It was a vivid reminder that while they were dressed in black and armed to the teeth, the NGO papers they carried in the event of running into EU patrols, AMISOM troops, or American Special Forces wouldn’t pass the giggle test. But they passed the boy’s test. He looked ecstatic.
“SEALs,” he exulted. “SEALs. Thank Almighty God.”
Janson pressed a finger to his lips. “Quiet,” he whispered. “Who are you?”
“Abdi. I am kidnapped when I came home from school.”
“When?”
“Months. Al-Shabaab. I ran when the tanks came. Now they’re chasing me.”
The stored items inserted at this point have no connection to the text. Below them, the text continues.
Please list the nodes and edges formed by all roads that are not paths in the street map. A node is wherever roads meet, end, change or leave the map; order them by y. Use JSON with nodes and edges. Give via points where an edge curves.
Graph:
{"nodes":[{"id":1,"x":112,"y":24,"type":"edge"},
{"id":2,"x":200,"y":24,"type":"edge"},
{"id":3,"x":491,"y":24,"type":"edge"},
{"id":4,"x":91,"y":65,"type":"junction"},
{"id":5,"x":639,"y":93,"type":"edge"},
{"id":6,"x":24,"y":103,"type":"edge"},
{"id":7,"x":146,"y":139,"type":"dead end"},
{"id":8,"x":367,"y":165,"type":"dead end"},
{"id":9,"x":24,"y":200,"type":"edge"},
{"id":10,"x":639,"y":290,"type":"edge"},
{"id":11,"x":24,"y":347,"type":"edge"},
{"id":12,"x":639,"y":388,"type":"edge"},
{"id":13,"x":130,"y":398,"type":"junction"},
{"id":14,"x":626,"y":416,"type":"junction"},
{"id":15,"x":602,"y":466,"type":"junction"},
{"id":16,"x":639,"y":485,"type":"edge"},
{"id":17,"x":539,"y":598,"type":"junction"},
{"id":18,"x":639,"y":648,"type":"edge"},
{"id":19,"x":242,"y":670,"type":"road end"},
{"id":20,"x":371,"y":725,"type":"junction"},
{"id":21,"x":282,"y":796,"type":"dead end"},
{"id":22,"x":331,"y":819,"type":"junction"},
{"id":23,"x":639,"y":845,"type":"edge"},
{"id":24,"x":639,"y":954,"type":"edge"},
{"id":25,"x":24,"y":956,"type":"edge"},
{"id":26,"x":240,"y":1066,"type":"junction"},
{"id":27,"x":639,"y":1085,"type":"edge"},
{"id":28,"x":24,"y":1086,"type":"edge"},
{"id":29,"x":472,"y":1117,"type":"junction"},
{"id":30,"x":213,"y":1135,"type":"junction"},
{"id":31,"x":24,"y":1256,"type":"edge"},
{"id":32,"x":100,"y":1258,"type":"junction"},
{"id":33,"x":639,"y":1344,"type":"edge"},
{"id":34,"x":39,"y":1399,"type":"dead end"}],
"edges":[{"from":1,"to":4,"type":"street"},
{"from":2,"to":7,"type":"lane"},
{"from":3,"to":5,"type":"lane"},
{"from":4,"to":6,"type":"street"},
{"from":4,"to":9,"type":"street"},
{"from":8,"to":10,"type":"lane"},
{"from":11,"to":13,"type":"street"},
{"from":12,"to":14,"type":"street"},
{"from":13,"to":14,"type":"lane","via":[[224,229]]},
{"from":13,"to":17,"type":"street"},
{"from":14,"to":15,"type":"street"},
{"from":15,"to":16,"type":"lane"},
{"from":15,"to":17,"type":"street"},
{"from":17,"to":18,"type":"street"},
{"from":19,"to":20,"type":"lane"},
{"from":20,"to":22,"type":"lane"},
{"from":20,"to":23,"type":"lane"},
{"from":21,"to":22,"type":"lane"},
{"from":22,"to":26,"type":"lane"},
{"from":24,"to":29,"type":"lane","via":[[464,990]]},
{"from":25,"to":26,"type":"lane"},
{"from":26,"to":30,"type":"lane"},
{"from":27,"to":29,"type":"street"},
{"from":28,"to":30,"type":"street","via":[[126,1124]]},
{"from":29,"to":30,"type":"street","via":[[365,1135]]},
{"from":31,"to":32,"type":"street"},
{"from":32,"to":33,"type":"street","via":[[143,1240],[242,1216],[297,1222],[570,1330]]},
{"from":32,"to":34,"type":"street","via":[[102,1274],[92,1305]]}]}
“How many?” whispered Janson.
The boy’s joy turned to terror as behind him armed fighters pushed in the door. Janson switched to full auto. Then he saw that they were dressed like Abdi and were boys themselves, only slightly older if at all, but cradling AKs and pistols. One held an old Soviet grenade launcher bigger than he was. Another was tripping over a long belt of machine-gun cartridges draped around his neck like a beach towel.
Janson felt as if the building had dropped on him.
He sensed Kincaid gliding across the room to take them with enfilading fire.
“Shit!” he heard her whisper in his ear bud. “They’re kids.”
Angry children chasing frightened children.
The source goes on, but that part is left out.